I shook my head. “No, sir, there was a swarm of Shadows not far from here—”
“We do not speak of those creatures in this place,” the guard replied, his voice low and utterly serious.
I glared. “What are you talking about? Just look at my friend, look at her blood —please, she’s injured. Just let us inside!”
The guard leveled a severe gaze at both of us. “To speak of Shadows is to speak against His Majesty.”
“We—we’re telling the truth,” croaked Lope.
He did not move. His eyes bore into me. “If you wish to enter these gates,” he said firmly, “you will never speak of those beasts. Do you understand?”
Part of me longed to shout at him, to call him a fool for ignoring the existence of such monsters when a girl stood wounded before him. Would we be turned away after we’d come so far? I had no choice but to deny reality to save the girl I loved. “Whatever you say. Please, just let us in!” I said, my voice fraying with desperation. Lope’s head had started to droop against my shoulder again. “Please, sir, I’ll do anything.”

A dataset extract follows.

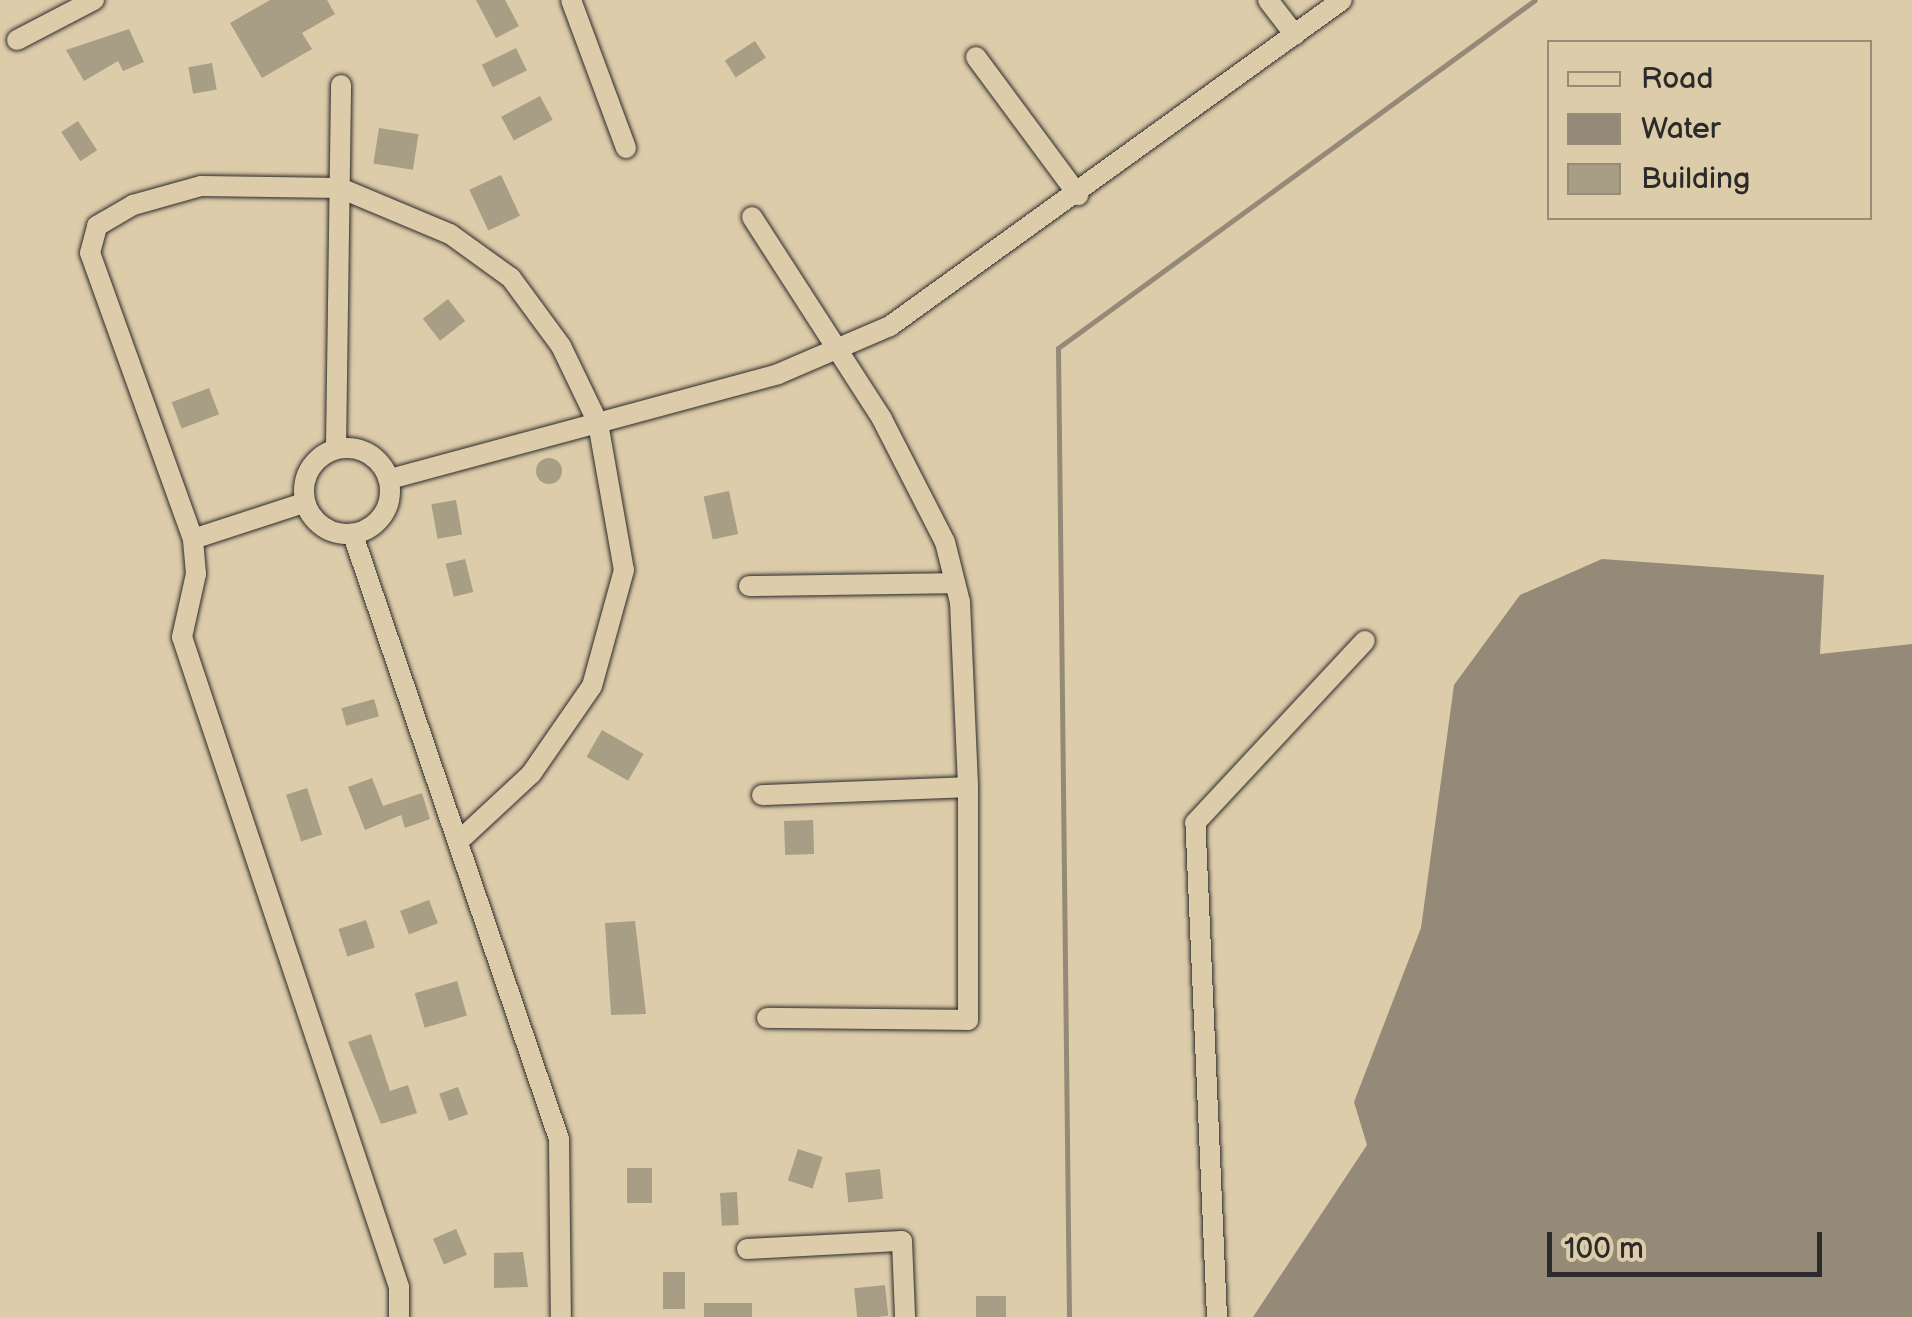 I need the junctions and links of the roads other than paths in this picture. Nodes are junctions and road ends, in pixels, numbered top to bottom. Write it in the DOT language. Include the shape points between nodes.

He pressed his lips together. “There is a registration process for the nobility, but the fastest way in is to pay—”
Before he could give an amount, I drew the velvet pouch of coins from my pocket and placed the entire thing in his hand.
Something about the look in my eyes silenced him. He nodded and pocketed the coins. “I’ll get you a room and send you a physician.”
As relief swept through me, the knight backed away from the fence, tipping his face upward to the guard tower. The farther he stepped, the more my heart sank—was he playing us the fool? Was he just going to run off with my money, leaving us hopeless, helpless?
He lifted a hand to the brilliant, sunrise-painted sky...
At his signal, the massive golden gates soundlessly swung open.